Stap 6: Afronding (± 5 minuten)

  • Gezamenlijke reflectie: Wat heeft deze intervisie de groepsleden als geheel gebracht op het gebied van betekenisgeving of inzicht in vergelijkbare situaties? Wat nemen jullie mee?
  • Afsluiting: Bedank elkaar voor de openheid en bijdragen.

Aandachtspunten:

  • Rol van de Procesbegeleider: Bij deze methode is een goede procesbegeleiding cruciaal om de focus op betekenisgeving te behouden en te voorkomen dat er te snel naar oplossingen wordt gesprongen.
  • Oefening: Het verdiepen op betekenisgeving vraagt oefening, zowel voor de inbrenger als voor de groepsleden in het stellen van de juiste vragen en het geven van reflecties.
  • Niet voor elk probleem: Deze methode is bijzonder geschikt voor complexe situaties die raken aan persoonlijke waarden, professionele identiteit, of waarbij er sprake is van ambiguïteit of tegenstrijdige belangen.
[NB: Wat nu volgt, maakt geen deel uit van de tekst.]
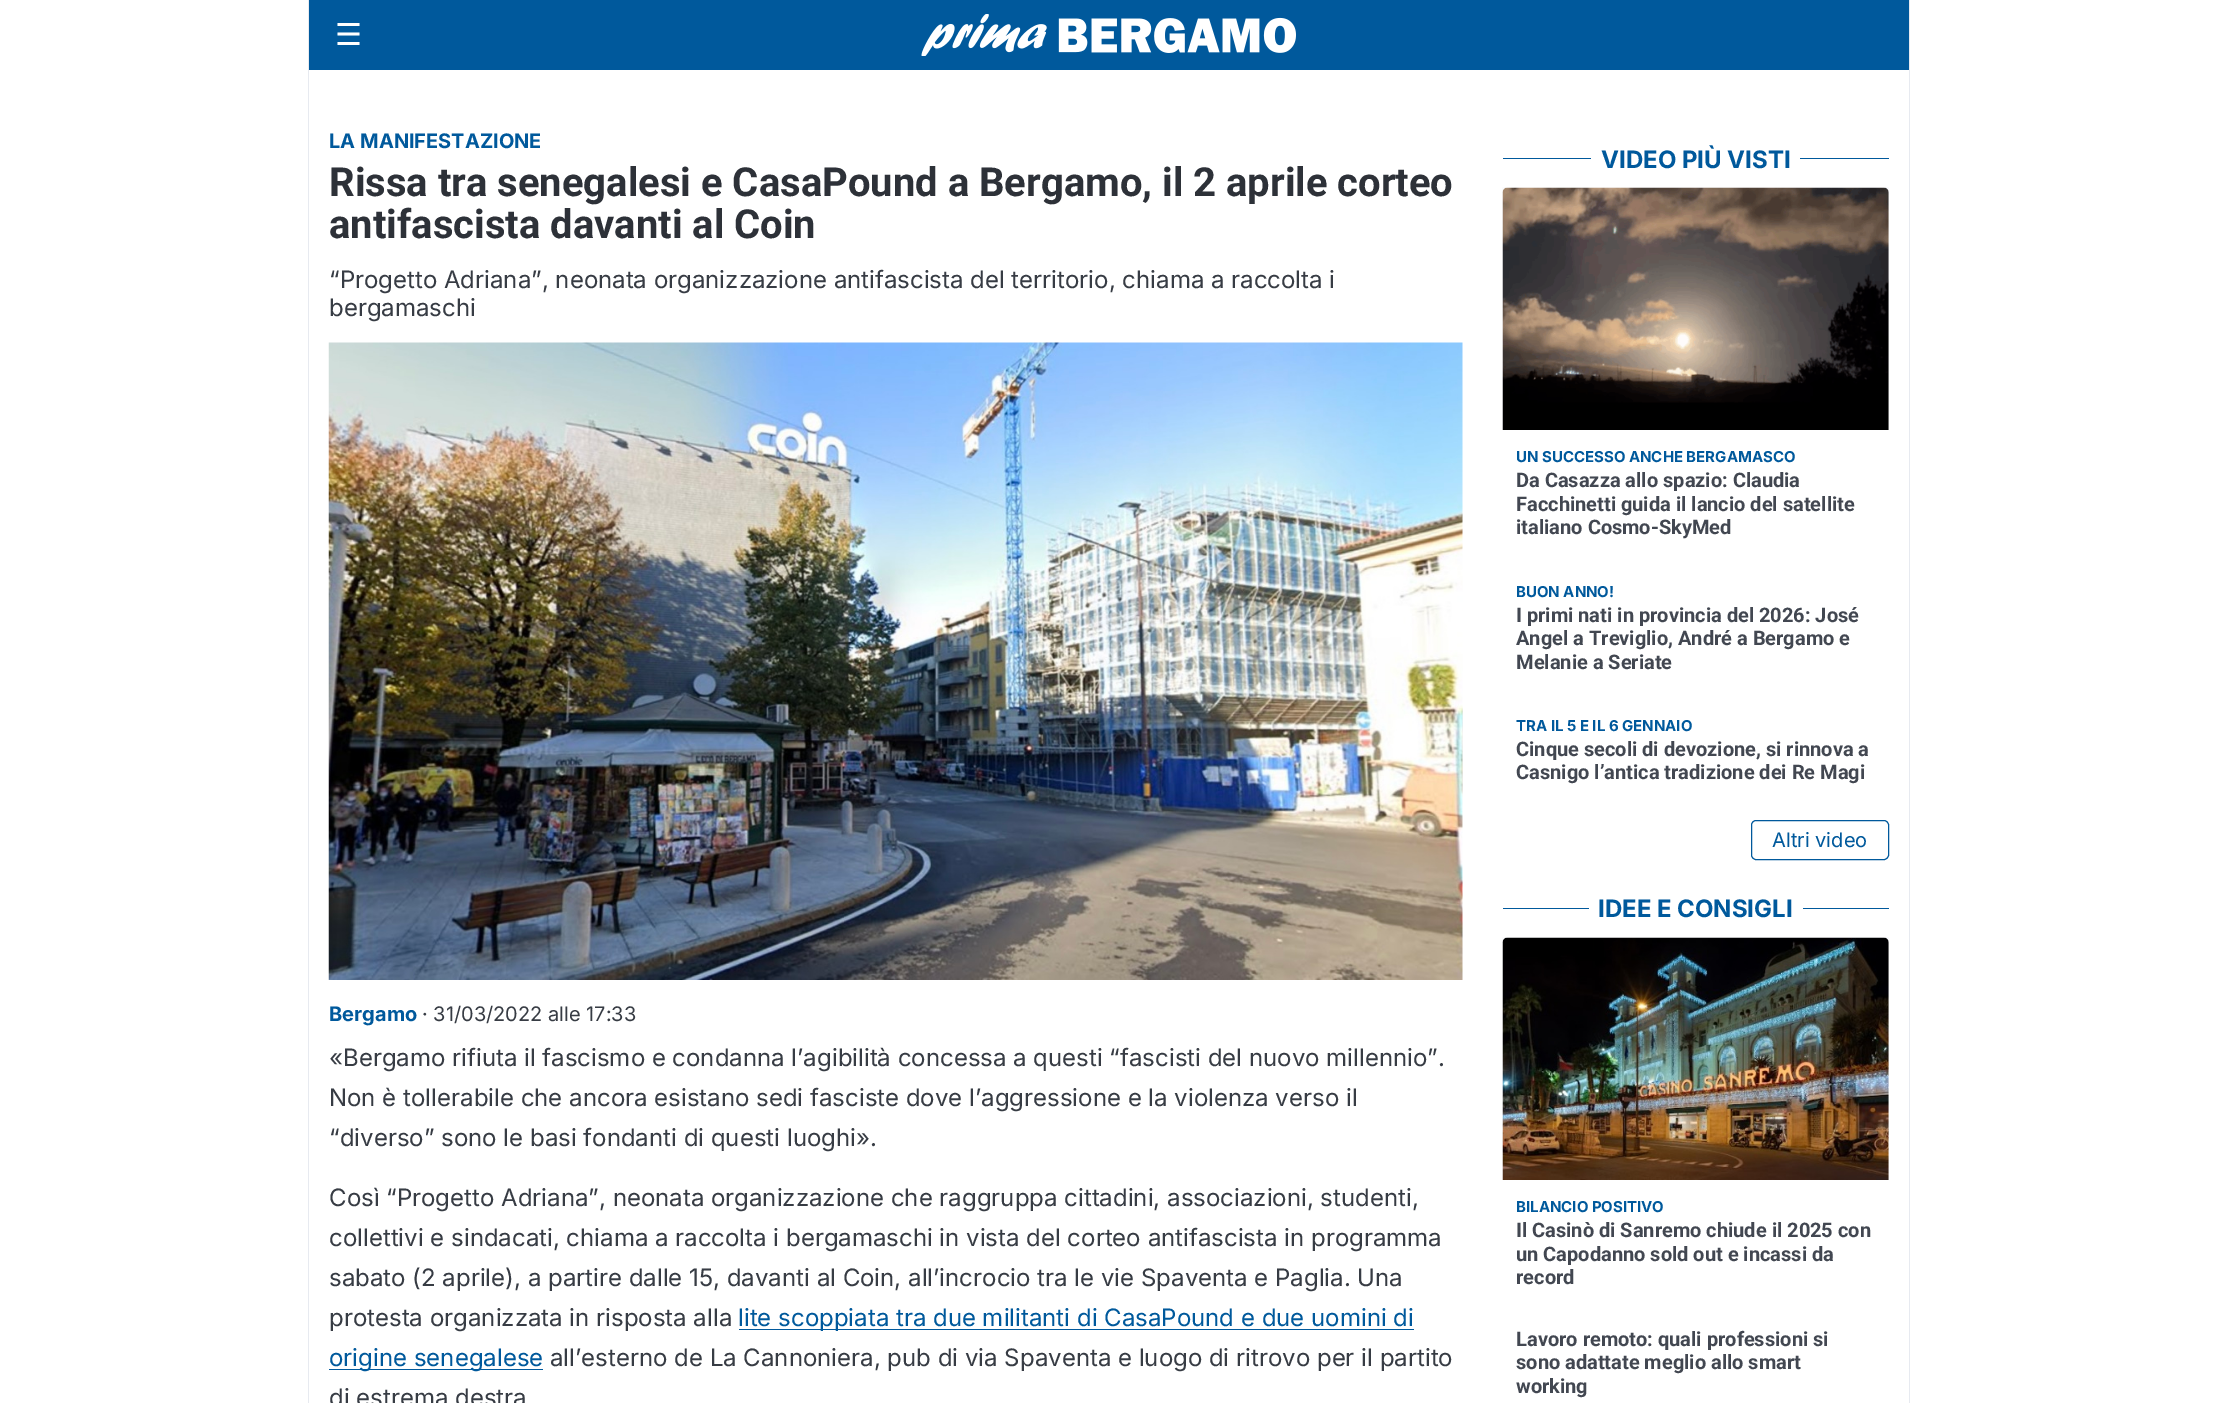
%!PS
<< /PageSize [2217 1403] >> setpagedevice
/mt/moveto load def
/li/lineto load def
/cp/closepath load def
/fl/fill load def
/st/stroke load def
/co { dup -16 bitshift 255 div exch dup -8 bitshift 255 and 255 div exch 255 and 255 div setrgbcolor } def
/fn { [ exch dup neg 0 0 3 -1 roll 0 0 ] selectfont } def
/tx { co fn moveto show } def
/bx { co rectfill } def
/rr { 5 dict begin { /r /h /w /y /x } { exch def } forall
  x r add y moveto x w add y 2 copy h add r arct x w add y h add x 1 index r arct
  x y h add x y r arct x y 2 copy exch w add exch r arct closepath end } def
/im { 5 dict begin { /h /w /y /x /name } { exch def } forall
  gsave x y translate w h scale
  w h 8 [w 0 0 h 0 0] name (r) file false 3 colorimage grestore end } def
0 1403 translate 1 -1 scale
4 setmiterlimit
0 0 2217 1403 16#FFFFFF bx
1909 0 1 90 16#E7EAF0 bx
308 0 1 90 16#E7EAF0 bx
309 0 1600 70 16#00599C bx
(media/1.raw) 921 14 375 42 im
16#E7EAF0 co
310 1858 mt 1910 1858 li 1910 90 li 1909 90 li 1909 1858 li cp fl
308 90 mt 308 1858 li 1908 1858 li 309 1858 li 309 90 li cp fl
(media/2.raw) 328 342 1135 638 im
739 1329 675 1 16#00599C bx
329 1369 214 1 16#00599C bx
1503 158 386 1 16#00599C bx
1591 158 209 1 16#FFFFFF bx
(media/3.raw) 1502 187 387 243 im
16#00599C co
1751.5 820.5 137 39 4.5 rr st
1503 908 386 1 16#00599C bx
1589 908 214 1 16#FFFFFF bx
(media/4.raw) 1502 937 387 243 im
(☰) 335 45 /DejaVuSans-Regular 30 16#FFFFFF tx
(LA MANIFESTAZIONE) 329 148 /Inter-Bold 20 16#00599C tx
(Rissa tra senegalesi e CasaPound a Bergamo, il 2 aprile corteo) 329 196 /Roboto-Bold 40 16#2D3138 tx
(antifascista davanti al Coin) 329 238 /Roboto-Bold 40 16#2D3138 tx
(“Progetto Adriana”, neonata organizzazione antifascista del territorio, chiama a raccolta i) 329 288 /Inter-Regular 24 16#373C44 tx
(bergamaschi) 329 316 /Inter-Regular 24 16#373C44 tx
(Bergamo) 329 1021 /Inter-Bold 20 16#00599C tx
(· 31/03/2022 alle 17:33) 422 1021 /Inter-Regular 20 16#373C44 tx
(«Bergamo rifiuta il fascismo e condanna l’agibilità concessa a questi “fascisti del nuovo millennio”.) 329 1066 /Inter-Regular 24 16#373C44 tx
(Non è tollerabile che ancora esistano sedi fasciste dove l’aggressione e la violenza verso il) 329 1106 /Inter-Regular 24 16#373C44 tx
(“diverso” sono le basi fondanti di questi luoghi».) 329 1146 /Inter-Regular 24 16#373C44 tx
(Così “Progetto Adriana”, neonata organizzazione che raggruppa cittadini, associazioni, studenti,) 329 1206 /Inter-Regular 24 16#373C44 tx
(collettivi e sindacati, chiama a raccolta i bergamaschi in vista del corteo antifascista in programma) 329 1246 /Inter-Regular 24 16#373C44 tx
(sabato \(2 aprile\), a partire dalle 15, davanti al Coin, all’incrocio tra le vie Spaventa e Paglia. Una) 329 1286 /Inter-Regular 24 16#373C44 tx
(protesta organizzata in risposta alla) 329 1326 /Inter-Regular 24 16#373C44 tx
(lite scoppiata tra due militanti di CasaPound e due uomini di) 738 1326 /Inter-Regular 24 16#00599C tx
(origine senegalese) 329 1366 /Inter-Regular 24 16#00599C tx
(all’esterno de La Cannoniera, pub di via Spaventa e luogo di ritrovo per il partito) 550 1366 /Inter-Regular 24 16#373C44 tx
(di estrema destra) 329 1406 /Inter-Regular 24 16#373C44 tx
(VIDEO PIÙ VISTI) 1601 168 /Inter-Bold 24 16#00599C tx
(UN SUCCESSO ANCHE BERGAMASCO) 1516 462 /Inter-Bold 15 16#00599C tx
(Da Casazza allo spazio: Claudia) 1516 487 /Roboto-Bold 20 16#424751 tx
(Facchinetti guida il lancio del satellite) 1516 511 /Roboto-Bold 20 16#424751 tx
(italiano Cosmo-SkyMed) 1516 534 /Roboto-Bold 20 16#424751 tx
(BUON ANNO!) 1516 597 /Inter-Bold 15 16#00599C tx
(I primi nati in provincia del 2026: José) 1516 622 /Roboto-Bold 20 16#424751 tx
(Angel a Treviglio, André a Bergamo e) 1516 645 /Roboto-Bold 20 16#424751 tx
(Melanie a Seriate) 1516 669 /Roboto-Bold 20 16#424751 tx
(TRA IL 5 E IL 6 GENNAIO) 1516 731 /Inter-Bold 15 16#00599C tx
(Cinque secoli di devozione, si rinnova a) 1516 756 /Roboto-Bold 20 16#424751 tx
(Casnigo l’antica tradizione dei Re Magi) 1516 779 /Roboto-Bold 20 16#424751 tx
(Altri video) 1772 847 /Inter-Regular 20 16#00599C tx
(IDEE E CONSIGLI) 1598 917 /Inter-Bold 24 16#00599C tx
(BILANCIO POSITIVO) 1516 1212 /Inter-Bold 15 16#00599C tx
(Il Casinò di Sanremo chiude il 2025 con) 1516 1237 /Roboto-Bold 20 16#424751 tx
(un Capodanno sold out e incassi da) 1516 1261 /Roboto-Bold 20 16#424751 tx
(record) 1516 1284 /Roboto-Bold 20 16#424751 tx
(Lavoro remoto: quali professioni si) 1516 1346 /Roboto-Bold 20 16#424751 tx
(sono adattate meglio allo smart) 1516 1369 /Roboto-Bold 20 16#424751 tx
(working) 1516 1393 /Roboto-Bold 20 16#424751 tx
showpage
Voor puur praktische of technische problemen is een andere intervisiemethode wellicht geschikter.

Door deze stappen te volgen, kun je als intervisiegroep op een waardevolle manier stilstaan bij de diepere betekenis van professionele uitdagingen, wat leidt tot meer inzicht, zelfbewustzijn en potentieel nieuwe manieren om met soortgelijke situaties om te gaan.

Reactie plaatsen

Reacties

Er zijn geen reacties geplaatst.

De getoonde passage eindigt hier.